(Collected data)
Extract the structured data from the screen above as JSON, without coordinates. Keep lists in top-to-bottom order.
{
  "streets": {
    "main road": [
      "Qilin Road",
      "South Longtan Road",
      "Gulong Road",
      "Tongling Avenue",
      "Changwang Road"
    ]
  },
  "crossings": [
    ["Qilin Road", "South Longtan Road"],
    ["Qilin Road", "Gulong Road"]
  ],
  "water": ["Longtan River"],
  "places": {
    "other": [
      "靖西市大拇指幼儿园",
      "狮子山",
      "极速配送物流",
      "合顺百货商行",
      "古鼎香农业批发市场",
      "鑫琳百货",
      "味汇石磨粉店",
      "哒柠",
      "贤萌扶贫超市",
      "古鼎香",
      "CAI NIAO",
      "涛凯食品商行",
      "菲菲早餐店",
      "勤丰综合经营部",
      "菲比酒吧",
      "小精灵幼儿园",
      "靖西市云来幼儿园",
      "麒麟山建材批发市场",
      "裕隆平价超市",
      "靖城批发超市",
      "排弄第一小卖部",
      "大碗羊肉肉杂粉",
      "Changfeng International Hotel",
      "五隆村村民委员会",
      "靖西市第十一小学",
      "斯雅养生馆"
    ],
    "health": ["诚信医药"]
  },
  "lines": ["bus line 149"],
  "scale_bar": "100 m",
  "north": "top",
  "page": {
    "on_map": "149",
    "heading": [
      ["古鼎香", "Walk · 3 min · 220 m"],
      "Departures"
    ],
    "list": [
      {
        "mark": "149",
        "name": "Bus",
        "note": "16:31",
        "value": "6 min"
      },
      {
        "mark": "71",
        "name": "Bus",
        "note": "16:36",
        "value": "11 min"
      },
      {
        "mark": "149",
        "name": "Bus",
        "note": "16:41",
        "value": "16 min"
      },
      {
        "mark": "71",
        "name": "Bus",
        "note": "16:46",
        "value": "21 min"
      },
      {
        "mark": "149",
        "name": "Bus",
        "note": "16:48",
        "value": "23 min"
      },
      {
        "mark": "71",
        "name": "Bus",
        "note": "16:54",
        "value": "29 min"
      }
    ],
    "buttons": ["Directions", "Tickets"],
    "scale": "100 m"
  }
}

- [Activity]
Looking through the data above, copy out each line in which the string "value" occurs.

- [Written reply]
        "value": "6 min"
        "value": "11 min"
        "value": "16 min"
        "value": "21 min"
        "value": "23 min"
        "value": "29 min"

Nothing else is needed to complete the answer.